*Task material*:
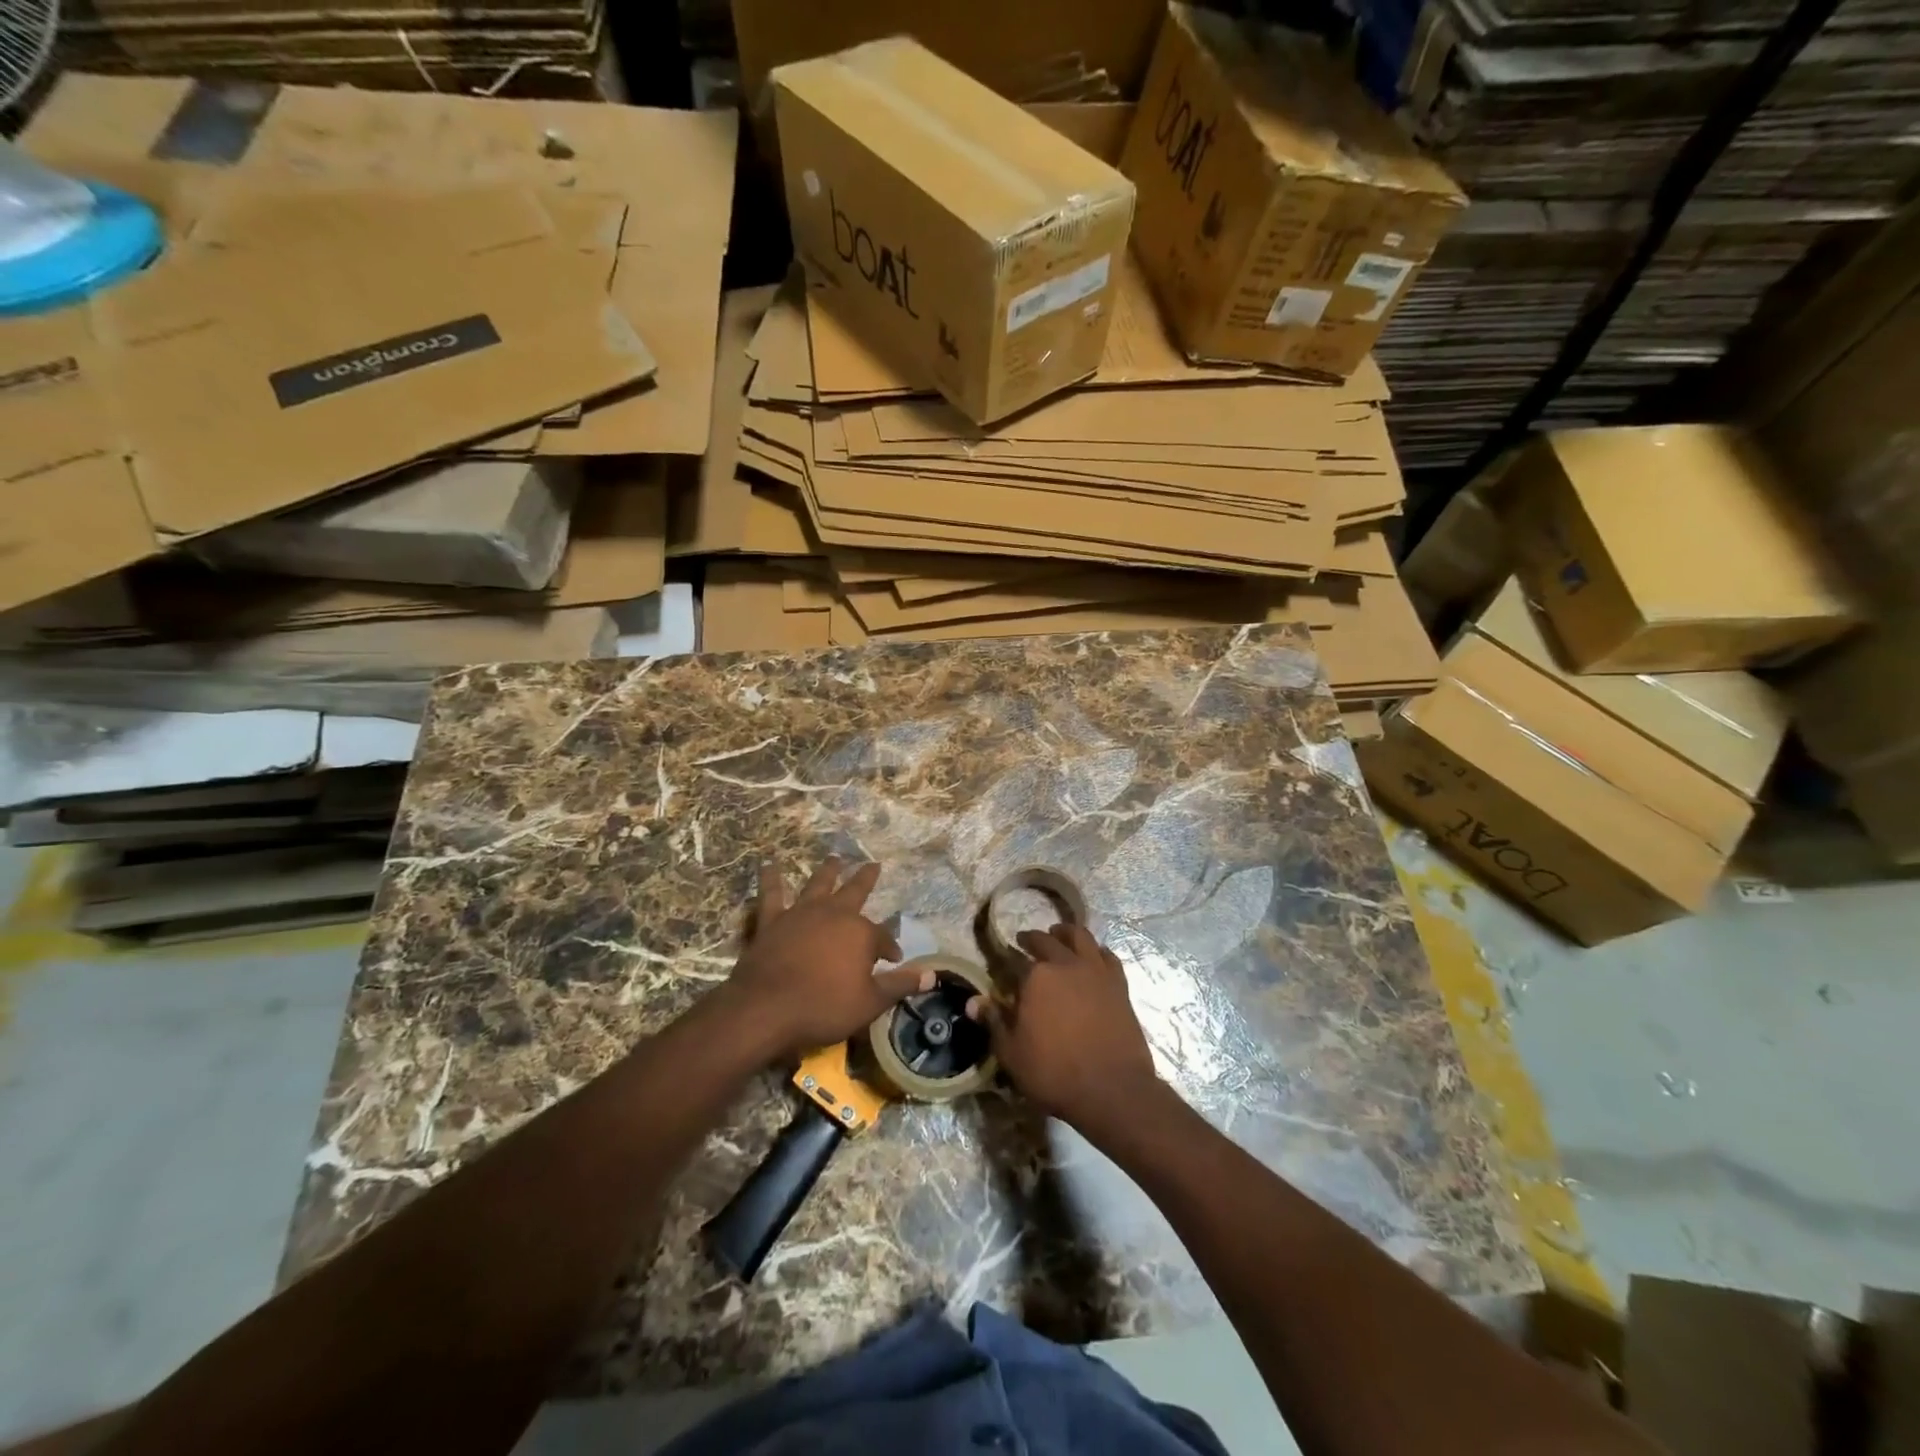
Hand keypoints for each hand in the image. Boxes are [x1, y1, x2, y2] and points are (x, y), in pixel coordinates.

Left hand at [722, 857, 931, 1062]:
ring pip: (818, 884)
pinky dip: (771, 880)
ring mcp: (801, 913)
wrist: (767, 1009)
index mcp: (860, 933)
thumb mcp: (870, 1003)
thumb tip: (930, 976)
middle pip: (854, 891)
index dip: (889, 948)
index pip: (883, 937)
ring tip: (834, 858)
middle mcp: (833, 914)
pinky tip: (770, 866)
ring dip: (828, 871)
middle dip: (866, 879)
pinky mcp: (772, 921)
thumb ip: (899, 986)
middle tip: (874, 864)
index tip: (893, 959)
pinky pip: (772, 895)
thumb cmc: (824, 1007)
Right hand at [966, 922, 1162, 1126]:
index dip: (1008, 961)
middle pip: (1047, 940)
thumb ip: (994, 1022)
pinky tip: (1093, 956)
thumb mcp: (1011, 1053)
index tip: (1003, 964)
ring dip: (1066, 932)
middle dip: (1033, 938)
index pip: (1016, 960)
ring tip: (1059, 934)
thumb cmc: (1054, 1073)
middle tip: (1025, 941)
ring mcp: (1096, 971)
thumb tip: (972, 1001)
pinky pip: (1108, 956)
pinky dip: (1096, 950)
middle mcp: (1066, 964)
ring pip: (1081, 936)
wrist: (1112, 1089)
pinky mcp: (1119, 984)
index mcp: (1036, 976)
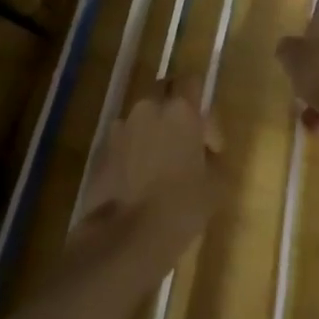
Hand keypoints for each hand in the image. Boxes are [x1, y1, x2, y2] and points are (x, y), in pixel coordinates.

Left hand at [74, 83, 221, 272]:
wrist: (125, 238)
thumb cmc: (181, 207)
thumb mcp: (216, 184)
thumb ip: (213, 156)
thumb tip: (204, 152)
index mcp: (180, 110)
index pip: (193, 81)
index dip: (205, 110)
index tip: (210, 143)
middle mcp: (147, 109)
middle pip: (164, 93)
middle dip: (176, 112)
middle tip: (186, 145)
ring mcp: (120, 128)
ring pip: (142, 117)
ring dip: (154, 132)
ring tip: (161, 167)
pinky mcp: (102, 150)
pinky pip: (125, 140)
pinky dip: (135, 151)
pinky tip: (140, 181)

*What to do*: The lines above from the one containing "ring tip: (1059, 934)" through the one containing "index mcp: (1036, 976)" are to be set down exactly, and no others.

*Written response*:
ring tip: (1059, 934)
thumb cmc: (1054, 1073)
middle tip: (1025, 941)
ring mcp: (1096, 971)
thumb tip: (972, 1001)
pinky pip: (1108, 956)
pinky dip: (1096, 950)
middle mcp: (1066, 964)
ring pip: (1081, 936)
wrist: (1112, 1089)
pinky mcp: (1119, 984)
index mcp: (1036, 976)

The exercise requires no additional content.